PROBLEM TO SOLVE> The word to look for is "ring". Report every line of the entries below that has it.

DATA TO USE>
--

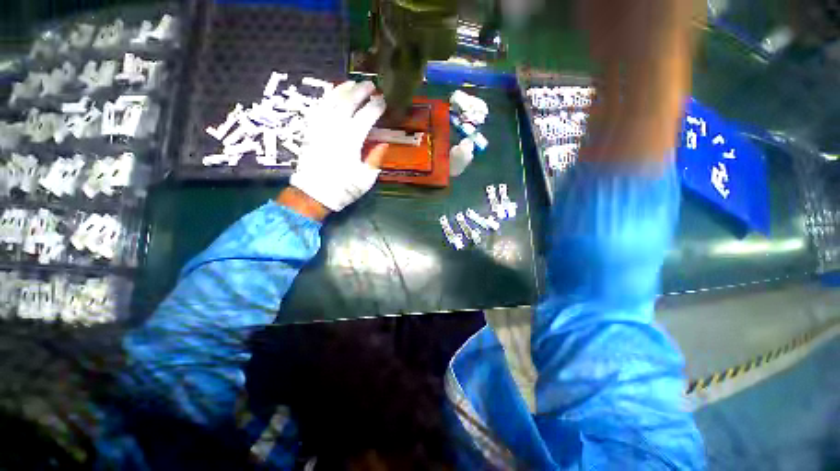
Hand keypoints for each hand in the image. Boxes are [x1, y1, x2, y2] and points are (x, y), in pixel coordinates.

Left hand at [286, 81, 388, 215]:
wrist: (313, 194)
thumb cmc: (342, 189)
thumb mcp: (366, 179)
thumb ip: (375, 159)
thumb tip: (383, 143)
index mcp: (350, 141)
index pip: (366, 116)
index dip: (376, 106)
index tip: (383, 100)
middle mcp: (334, 128)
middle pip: (347, 102)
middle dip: (360, 91)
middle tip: (371, 85)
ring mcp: (319, 127)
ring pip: (331, 101)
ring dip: (343, 89)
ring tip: (353, 83)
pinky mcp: (309, 130)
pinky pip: (318, 108)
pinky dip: (327, 98)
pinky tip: (333, 95)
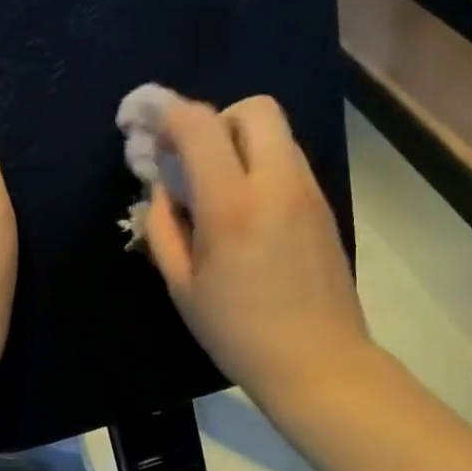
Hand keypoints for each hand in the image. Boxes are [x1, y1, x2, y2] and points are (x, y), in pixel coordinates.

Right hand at [146, 95, 373, 410]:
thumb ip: (163, 227)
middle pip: (253, 108)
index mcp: (232, 206)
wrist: (318, 361)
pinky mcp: (323, 205)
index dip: (167, 114)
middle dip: (215, 121)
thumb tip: (162, 189)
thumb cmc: (238, 333)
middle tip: (193, 161)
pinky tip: (247, 210)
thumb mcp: (182, 286)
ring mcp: (308, 192)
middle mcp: (277, 184)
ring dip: (240, 142)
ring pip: (276, 133)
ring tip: (218, 187)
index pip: (200, 125)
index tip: (147, 128)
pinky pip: (289, 161)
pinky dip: (261, 165)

--

ANSWER>
ring mcp: (319, 127)
ring pip: (331, 101)
ring dip: (343, 89)
ring tip: (353, 83)
ring mcp: (308, 192)
ring dip: (240, 142)
ring pip: (276, 133)
ring tip: (218, 187)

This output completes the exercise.